Went over to the Mirror party with Frances, and Jack Jones said amiably, ‘You know, young man, you’ll be Prime Minister next.’
I said, ‘I have no ambition and I’ve seen too many who have.’
‘I’m not talking about that sort of ambition. You will be if you play it right’ A bit patronising. He said Jim was out of his depth and didn’t know what was going on, and he made a very offensive remark about Denis Healey.
Then Joe and Maggie Ashton, Frances, Caroline and I went over to the Tribune meeting, where Eric Heffer made a most principled attack on Callaghan for his speech, and Neil Kinnock did a brilliant bit of fund-raising.
Thursday 30 September
News of the IMF loan filled the papers and there is much confusion. The smell of 1931 is very strong in my nostrils.

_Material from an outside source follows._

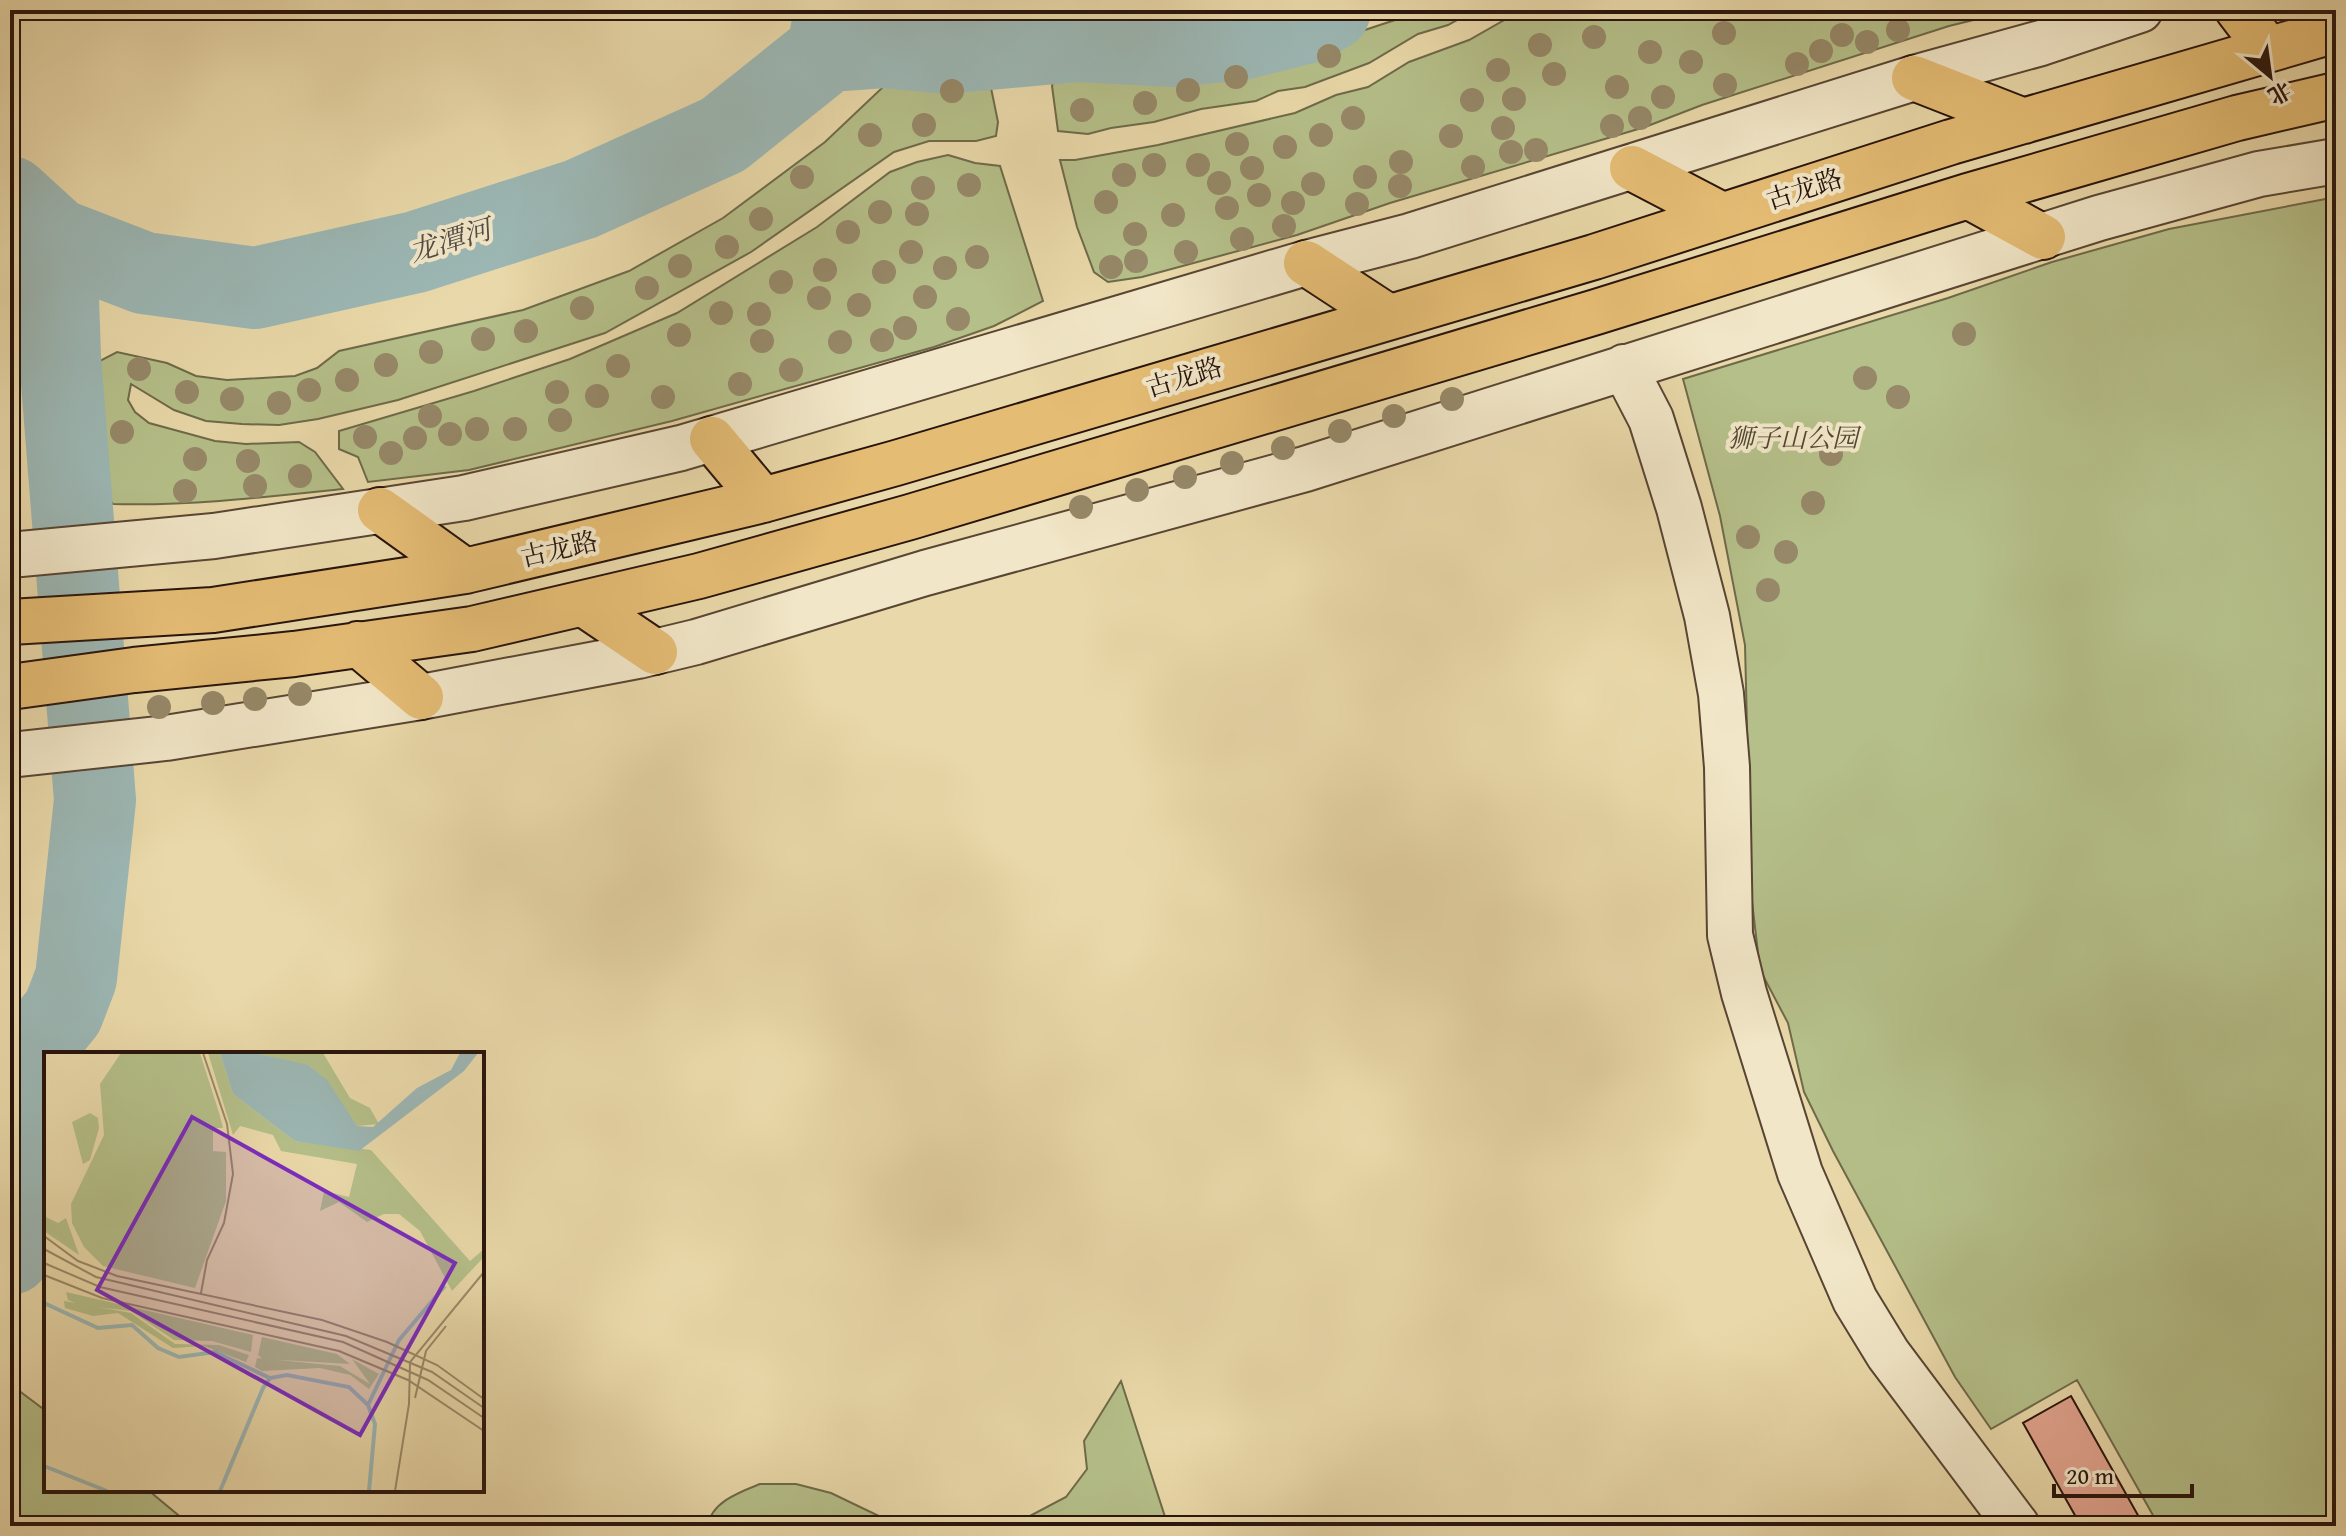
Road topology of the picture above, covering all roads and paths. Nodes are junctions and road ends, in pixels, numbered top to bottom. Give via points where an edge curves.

Denis had arrived during the banks and insurance companies debate with a terrible flurry of cameras. There were hisses and boos when he came forward to speak and he said, ‘I have come from the battlefront.’ He then went on to shout and bully and rule out all alternative policies, saying this was the only way forward.
Jones, Scanlon and Basnett looked very uncomfortable. The Conference was pretty hostile but when he finished, it having been such a bold and vigorous speech, parts of the Conference cheered him – the PLP, the Post Office Engineers, I think. I couldn’t even clap him, his speech was so vulgar and abusive.